Skip to content

Jupyter Notebooks

New here? Start with the Quickstart so you have a running Icelake before wiring up the notebook.

Data scientists don’t want to leave their notebook. This guide connects a VS Code Jupyter notebook to Icelake via the JupySQL magic, runs SQL straight against your S3-backed lakehouse, returns results as pandas DataFrames, and plots them with matplotlib.

A single notebook cell pattern that takes you from raw data on S3 to a matplotlib chart — no leaving VS Code, no separate BI tool, no export/import dance.

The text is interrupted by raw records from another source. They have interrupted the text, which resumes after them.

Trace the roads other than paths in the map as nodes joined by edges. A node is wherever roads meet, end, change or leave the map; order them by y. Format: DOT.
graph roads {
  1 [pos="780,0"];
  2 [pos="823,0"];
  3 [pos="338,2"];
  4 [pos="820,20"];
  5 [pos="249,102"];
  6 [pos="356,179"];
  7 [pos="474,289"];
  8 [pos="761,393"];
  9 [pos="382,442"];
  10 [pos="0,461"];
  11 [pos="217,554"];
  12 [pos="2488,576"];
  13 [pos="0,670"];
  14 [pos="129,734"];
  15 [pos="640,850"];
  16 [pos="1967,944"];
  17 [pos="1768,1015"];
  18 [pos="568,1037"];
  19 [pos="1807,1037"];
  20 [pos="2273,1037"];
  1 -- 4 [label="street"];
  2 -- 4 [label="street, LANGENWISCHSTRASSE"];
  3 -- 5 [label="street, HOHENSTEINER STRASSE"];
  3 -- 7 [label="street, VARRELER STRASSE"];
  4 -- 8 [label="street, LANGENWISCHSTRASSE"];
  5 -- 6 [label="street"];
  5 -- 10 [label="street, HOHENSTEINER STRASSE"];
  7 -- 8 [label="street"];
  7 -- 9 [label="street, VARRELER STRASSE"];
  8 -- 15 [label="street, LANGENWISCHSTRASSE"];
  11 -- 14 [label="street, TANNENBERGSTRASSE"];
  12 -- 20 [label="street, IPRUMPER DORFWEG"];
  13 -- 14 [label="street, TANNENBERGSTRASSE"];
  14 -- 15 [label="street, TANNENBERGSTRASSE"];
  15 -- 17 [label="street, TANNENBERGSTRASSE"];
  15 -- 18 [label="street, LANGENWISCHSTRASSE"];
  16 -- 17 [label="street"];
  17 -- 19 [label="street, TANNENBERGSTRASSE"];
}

Matplotlib line chart rendered from a JupySQL query result inside a VS Code notebook

  • An Icelake account — sign up at app.icelake.eu or follow the Quickstart to get one.
  • Sample data in Icelake — upload the example-metrics.csv from CSV Upload so there’s a concrete dataset the notebook can query.
  • Python 3.10+ and VS Code with the Python and Jupyter extensions installed.

Open the Icelake admin UI and go to Data In → API Keys → Create key. You’ll get a client ID and a secret starting with ilk_. The secret is shown exactly once — copy it now.

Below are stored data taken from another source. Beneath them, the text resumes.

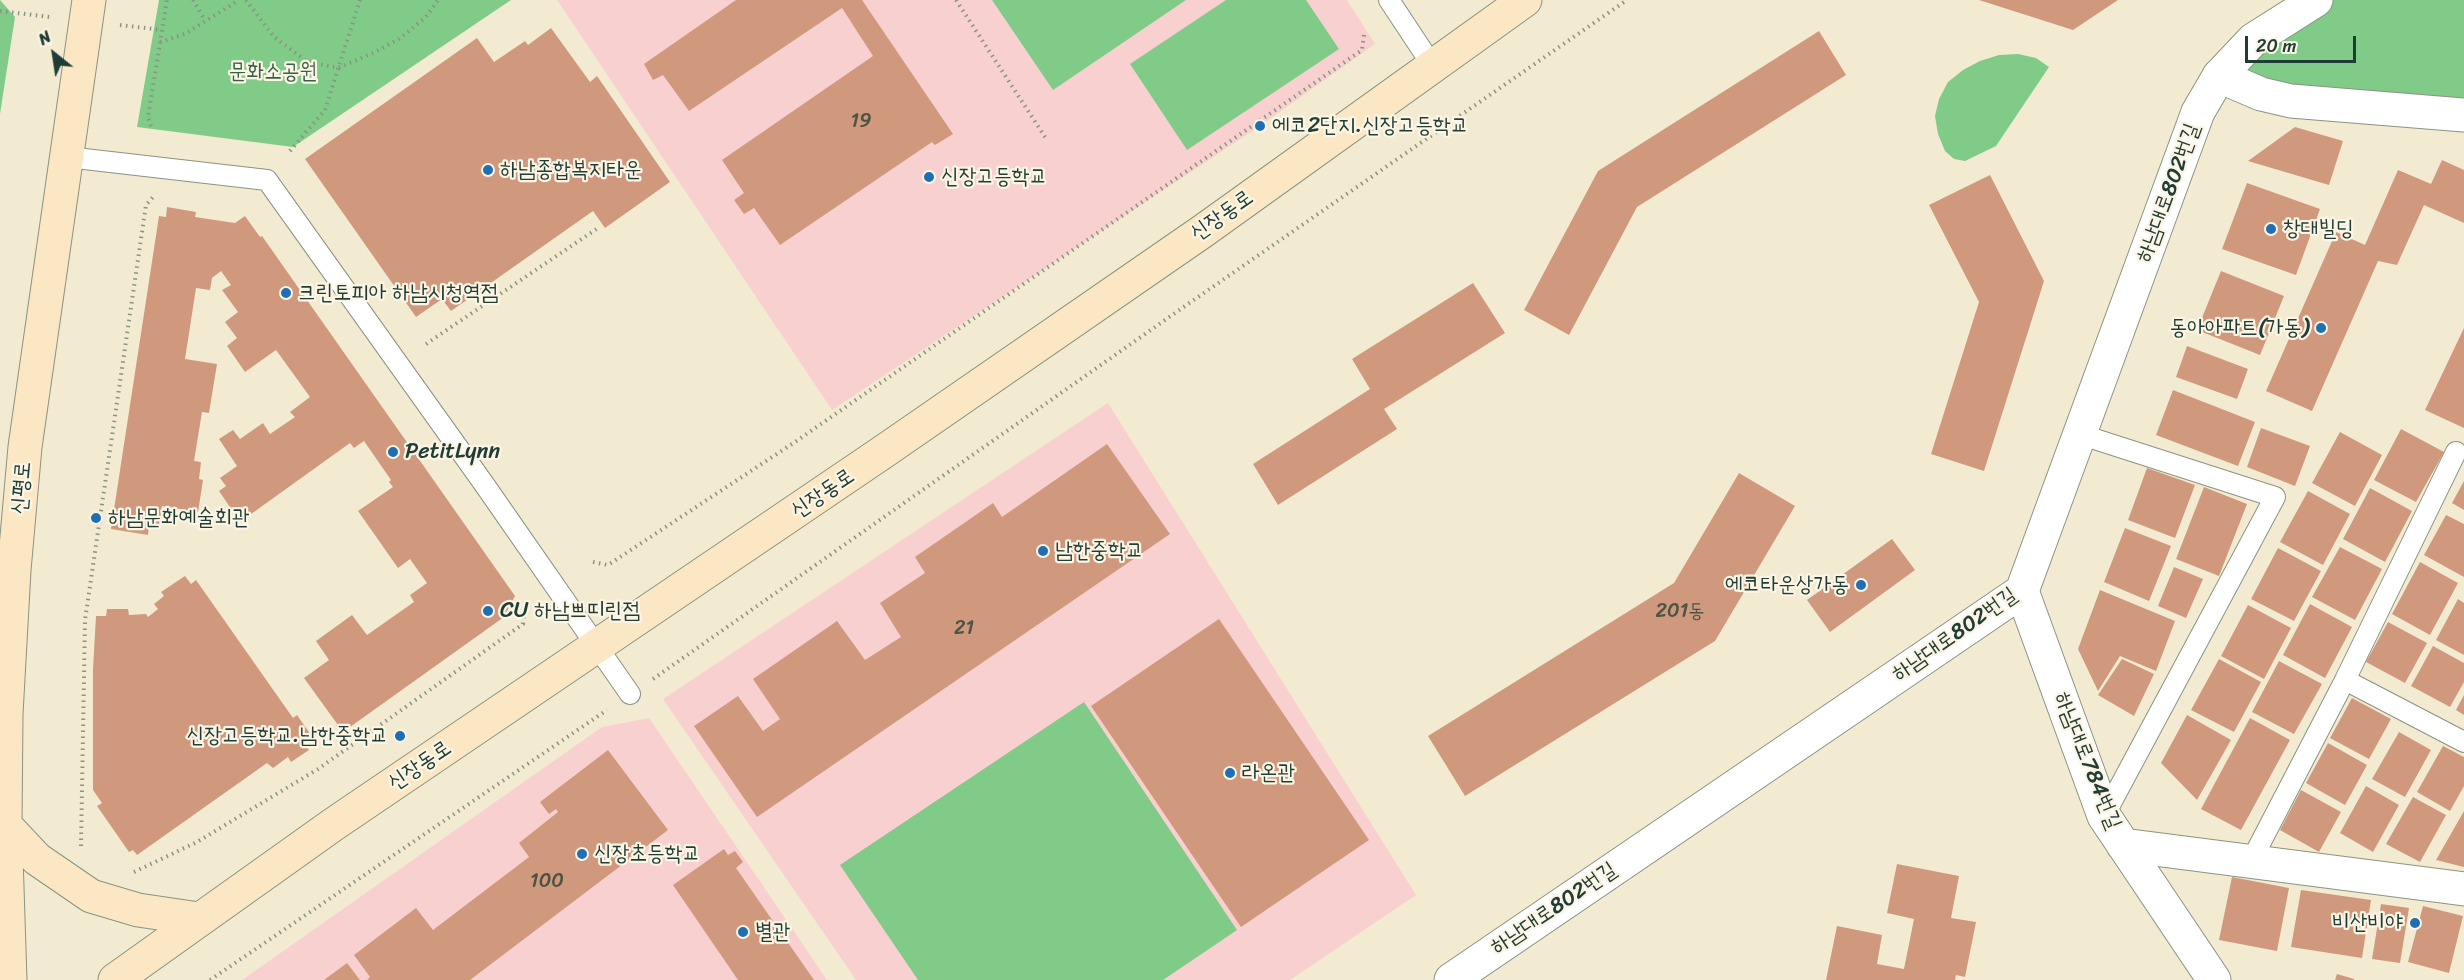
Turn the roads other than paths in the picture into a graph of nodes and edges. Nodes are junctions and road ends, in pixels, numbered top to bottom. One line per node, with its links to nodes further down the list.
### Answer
1 (89, 0): 8 (main road, 신평로)
2 (1389, 0): 5 (lane)
3 (1525, 0): 5 (main road, 신장동로)
4 (2316, 0): 6 (street, 하남대로802번길)
5 (1432, 66): 12 (main road, 신장동로)
6 (2219, 76): 7 (street); 9 (street, 하남대로802번길)
7 (2464, 115)
8 (67, 158): 12 (lane); 17 (main road, 신평로)
9 (2079, 434): 11 (street, 하남대로802번길); 16 (lane)
10 (2456, 452): 13 (lane)
11 (2022, 591): 16 (street, 하남대로784번길); 24 (street, 하남대로802번길)
12 (597, 647): 14 (lane); 21 (main road, 신장동로)
13 (2344, 681): 15 (lane); 19 (lane)
14 (630, 694)
15 (2464, 742)
16 (2104, 816): 18 (street, 하남대로784번길)
17 (3, 829): 21 (main road); 22 (main road, 신평로)
18 (2123, 845): 19 (street); 25 (street, 하남대로784번길)
19 (2251, 861): 20 (street)
20 (2464, 889)
21 (199, 919): 23 (main road, 신장동로)
22 (10, 980)
23 (115, 980)
24 (1450, 980)
25 (2214, 980)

Admin UI showing a newly-created API key with the client ID and ilk_ secret revealed in a one-shot modal

Export them in your shell so the notebook can pick them up without hardcoding anything:

shell
export ICELAKE_CLIENT_ID="your-client-id"
export ICELAKE_API_KEY="ilk_..."

Launch VS Code from the same shell so the variables carry into the Jupyter kernel.

Install the packages you need:

Install Python dependencies
pip install jupysql sqlalchemy 'psycopg[binary]' pandas matplotlib

Why these:

  • JupySQL — the %sql and %%sql notebook magics. Actively maintained successor to ipython-sql.
  • SQLAlchemy + psycopg[binary] — the driver JupySQL uses to talk to Icelake’s pgwire endpoint (PostgreSQL v3 client, pre-compiled wheels, no toolchain required).
  • pandas + matplotlib — result DataFrames and plotting.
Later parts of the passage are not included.